• **REQUIRED ACTION**:
The expected answer comprises all lines from the entries that contain the string "paths".

• **Stored items from a collection**:
[Start of section]

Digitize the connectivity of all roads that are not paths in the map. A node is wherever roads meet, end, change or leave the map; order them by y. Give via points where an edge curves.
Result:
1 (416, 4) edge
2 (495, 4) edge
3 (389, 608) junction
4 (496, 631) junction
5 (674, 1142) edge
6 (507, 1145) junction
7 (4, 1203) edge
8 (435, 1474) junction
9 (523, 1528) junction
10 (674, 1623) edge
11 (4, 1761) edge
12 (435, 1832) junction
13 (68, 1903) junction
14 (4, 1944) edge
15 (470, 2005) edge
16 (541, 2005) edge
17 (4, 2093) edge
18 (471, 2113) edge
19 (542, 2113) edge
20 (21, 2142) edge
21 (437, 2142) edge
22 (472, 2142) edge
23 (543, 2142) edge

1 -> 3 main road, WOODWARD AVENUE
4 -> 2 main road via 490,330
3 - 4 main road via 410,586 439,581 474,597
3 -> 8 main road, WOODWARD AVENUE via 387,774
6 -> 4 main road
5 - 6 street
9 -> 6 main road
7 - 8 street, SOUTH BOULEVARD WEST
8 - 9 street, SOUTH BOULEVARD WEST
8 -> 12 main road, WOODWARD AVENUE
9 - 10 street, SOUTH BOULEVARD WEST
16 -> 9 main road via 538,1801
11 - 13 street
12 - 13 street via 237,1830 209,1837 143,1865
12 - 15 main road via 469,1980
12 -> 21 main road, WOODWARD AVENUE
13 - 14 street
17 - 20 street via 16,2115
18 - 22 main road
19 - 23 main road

[End of section]
[Start of section]

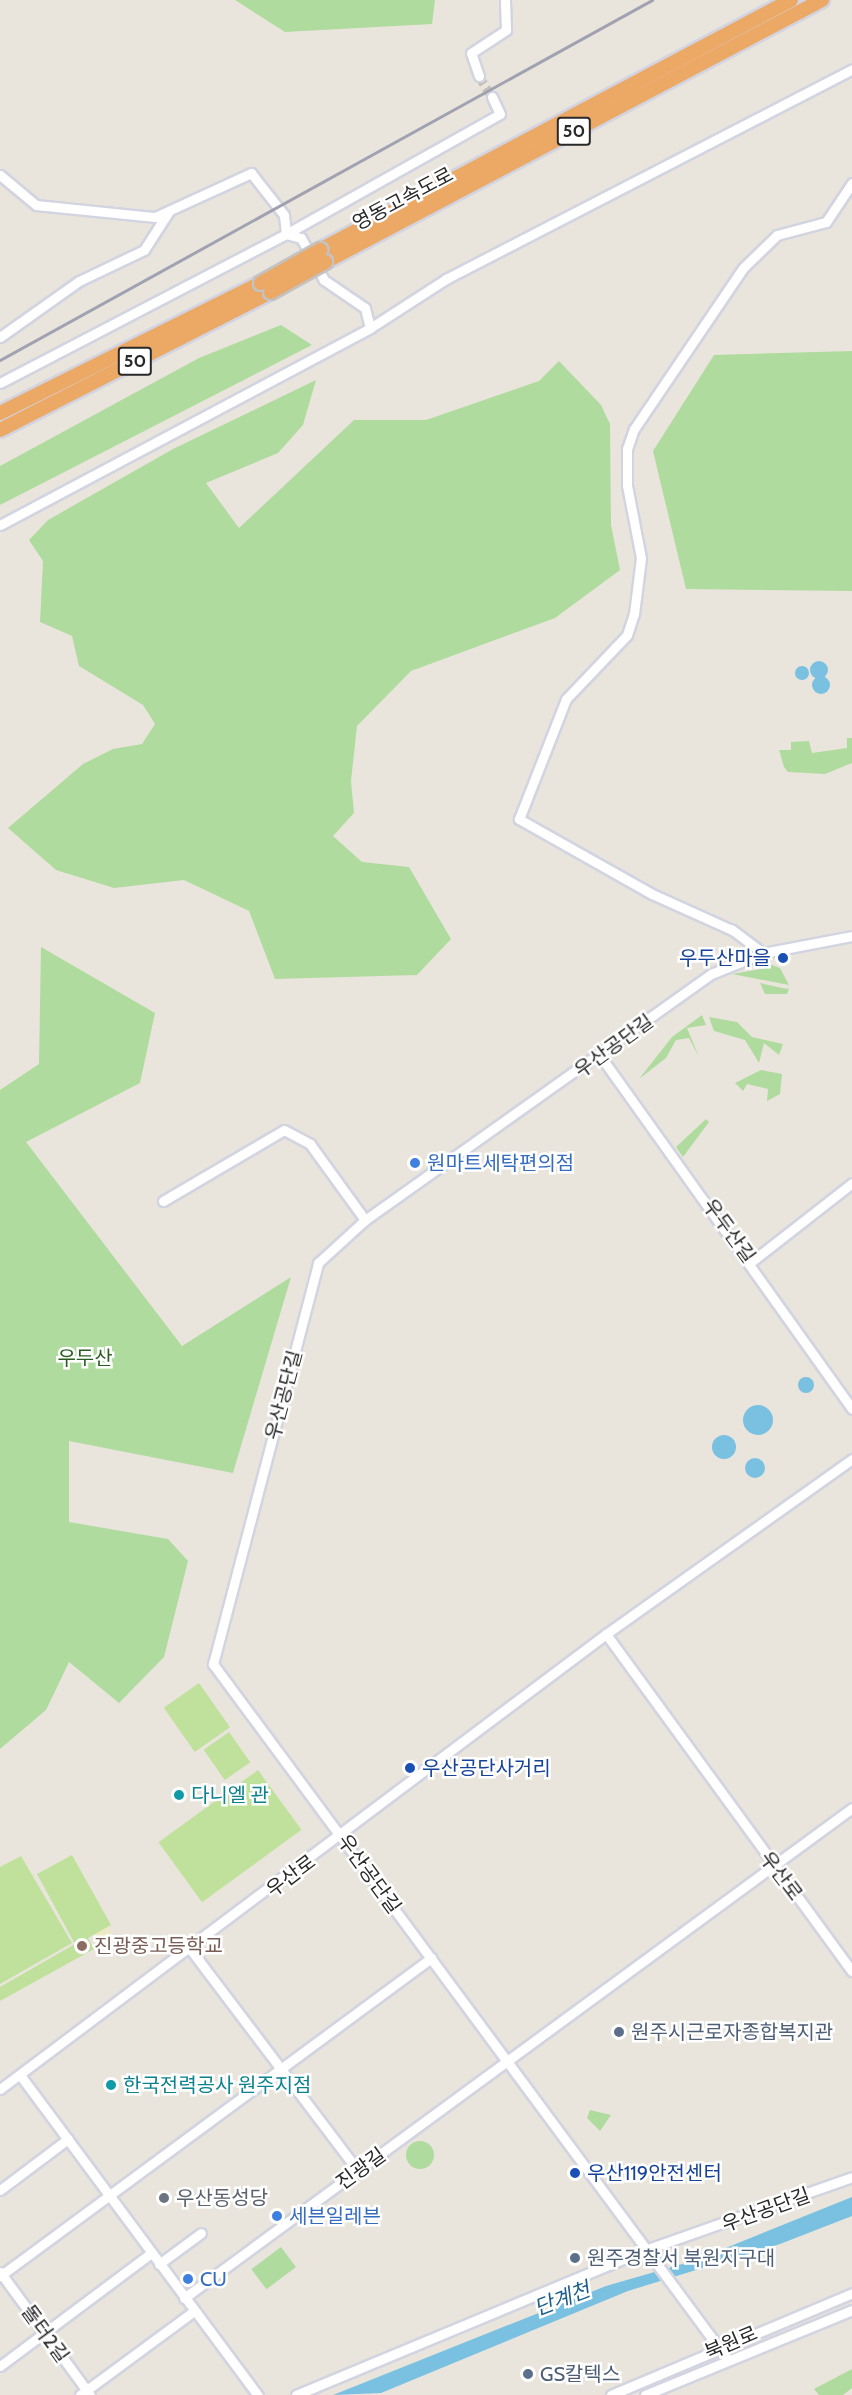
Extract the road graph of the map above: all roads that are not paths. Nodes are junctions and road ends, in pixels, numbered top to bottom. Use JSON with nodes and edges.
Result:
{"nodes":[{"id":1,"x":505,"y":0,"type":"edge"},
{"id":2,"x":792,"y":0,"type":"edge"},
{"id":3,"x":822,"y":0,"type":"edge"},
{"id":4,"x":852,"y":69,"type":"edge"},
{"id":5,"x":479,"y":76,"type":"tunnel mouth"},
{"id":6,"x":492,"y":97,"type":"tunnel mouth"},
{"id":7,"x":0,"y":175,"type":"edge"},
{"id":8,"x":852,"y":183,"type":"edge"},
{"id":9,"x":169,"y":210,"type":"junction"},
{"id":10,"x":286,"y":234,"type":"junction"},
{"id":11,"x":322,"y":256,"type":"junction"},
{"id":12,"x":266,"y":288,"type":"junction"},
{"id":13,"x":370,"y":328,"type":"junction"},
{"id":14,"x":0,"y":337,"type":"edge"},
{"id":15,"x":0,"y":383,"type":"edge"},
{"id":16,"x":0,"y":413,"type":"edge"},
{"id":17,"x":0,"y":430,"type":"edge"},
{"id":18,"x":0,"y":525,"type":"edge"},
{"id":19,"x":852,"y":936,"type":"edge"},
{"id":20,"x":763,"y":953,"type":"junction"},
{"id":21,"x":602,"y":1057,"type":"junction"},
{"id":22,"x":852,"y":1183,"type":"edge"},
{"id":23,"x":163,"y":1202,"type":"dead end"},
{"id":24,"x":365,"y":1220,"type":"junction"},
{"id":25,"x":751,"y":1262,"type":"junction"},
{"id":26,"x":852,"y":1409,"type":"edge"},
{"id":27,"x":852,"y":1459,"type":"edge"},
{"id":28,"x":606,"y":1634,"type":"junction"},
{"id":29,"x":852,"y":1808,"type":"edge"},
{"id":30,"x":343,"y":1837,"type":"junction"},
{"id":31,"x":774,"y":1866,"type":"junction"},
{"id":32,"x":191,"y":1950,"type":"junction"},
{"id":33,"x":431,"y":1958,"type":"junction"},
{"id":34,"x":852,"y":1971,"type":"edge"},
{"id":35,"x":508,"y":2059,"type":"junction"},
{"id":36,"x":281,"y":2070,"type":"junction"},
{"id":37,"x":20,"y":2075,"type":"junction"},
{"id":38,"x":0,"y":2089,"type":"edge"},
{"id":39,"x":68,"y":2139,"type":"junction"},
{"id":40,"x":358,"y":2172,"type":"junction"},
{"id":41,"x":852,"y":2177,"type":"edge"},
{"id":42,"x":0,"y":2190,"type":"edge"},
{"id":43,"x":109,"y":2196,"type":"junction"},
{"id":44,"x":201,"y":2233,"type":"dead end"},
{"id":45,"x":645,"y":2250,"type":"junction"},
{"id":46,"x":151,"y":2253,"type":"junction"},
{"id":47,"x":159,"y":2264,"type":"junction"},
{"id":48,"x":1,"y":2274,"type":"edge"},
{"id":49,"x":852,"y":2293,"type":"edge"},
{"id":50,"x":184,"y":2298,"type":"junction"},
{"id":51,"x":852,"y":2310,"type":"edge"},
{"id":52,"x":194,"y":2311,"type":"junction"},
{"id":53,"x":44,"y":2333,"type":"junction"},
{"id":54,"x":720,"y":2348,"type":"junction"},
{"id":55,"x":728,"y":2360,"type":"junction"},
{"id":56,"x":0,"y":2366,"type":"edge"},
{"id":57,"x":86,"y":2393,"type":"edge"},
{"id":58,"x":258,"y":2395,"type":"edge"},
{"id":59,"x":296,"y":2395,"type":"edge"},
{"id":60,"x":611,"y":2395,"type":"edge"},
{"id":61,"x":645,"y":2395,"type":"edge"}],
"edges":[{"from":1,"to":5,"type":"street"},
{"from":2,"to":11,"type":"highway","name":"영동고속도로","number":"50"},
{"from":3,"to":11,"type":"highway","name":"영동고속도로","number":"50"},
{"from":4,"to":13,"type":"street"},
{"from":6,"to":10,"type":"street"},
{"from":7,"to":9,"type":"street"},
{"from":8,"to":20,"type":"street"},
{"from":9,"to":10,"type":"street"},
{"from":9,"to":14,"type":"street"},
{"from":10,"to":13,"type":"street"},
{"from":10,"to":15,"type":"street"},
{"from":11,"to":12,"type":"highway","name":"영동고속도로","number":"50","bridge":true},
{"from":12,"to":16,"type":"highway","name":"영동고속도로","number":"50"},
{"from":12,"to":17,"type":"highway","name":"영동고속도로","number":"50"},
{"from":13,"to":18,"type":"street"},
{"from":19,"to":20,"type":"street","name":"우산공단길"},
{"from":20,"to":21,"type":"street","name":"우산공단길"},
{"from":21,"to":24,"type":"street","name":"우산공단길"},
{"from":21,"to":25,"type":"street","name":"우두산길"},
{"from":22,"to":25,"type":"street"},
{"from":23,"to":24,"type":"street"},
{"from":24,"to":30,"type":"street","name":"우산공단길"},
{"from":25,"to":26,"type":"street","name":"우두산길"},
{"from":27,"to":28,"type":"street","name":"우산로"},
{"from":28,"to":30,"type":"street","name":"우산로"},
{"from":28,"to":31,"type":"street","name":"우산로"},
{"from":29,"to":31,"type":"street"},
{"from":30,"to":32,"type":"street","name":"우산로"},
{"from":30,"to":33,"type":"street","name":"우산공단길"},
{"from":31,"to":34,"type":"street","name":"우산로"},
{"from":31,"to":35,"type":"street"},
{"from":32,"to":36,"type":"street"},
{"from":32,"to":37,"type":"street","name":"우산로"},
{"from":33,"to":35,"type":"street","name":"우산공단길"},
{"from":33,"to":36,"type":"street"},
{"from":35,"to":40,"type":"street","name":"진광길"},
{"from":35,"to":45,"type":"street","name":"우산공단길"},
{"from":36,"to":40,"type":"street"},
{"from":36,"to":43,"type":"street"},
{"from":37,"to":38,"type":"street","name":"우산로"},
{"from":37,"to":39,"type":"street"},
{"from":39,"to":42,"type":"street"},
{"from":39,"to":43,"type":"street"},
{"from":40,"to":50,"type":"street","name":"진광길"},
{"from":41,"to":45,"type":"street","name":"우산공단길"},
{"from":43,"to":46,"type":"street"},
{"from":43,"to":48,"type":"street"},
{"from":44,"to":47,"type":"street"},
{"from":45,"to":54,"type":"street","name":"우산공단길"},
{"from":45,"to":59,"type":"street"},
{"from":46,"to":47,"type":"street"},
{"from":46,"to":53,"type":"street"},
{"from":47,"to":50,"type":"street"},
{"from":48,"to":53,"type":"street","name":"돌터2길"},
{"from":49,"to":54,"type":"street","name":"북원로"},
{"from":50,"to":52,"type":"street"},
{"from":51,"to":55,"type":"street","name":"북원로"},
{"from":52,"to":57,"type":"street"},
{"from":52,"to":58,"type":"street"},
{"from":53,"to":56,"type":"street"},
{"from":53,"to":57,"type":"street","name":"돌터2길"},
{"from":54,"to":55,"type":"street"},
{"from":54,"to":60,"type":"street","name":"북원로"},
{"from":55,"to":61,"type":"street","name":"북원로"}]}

[End of section]

• **WORKED SOLUTION**:
Digitize the connectivity of all roads that are not paths in the map. A node is wherever roads meet, end, change or leave the map; order them by y. Give via points where an edge curves.
Extract the road graph of the map above: all roads that are not paths. Nodes are junctions and road ends, in pixels, numbered top to bottom. Use JSON with nodes and edges.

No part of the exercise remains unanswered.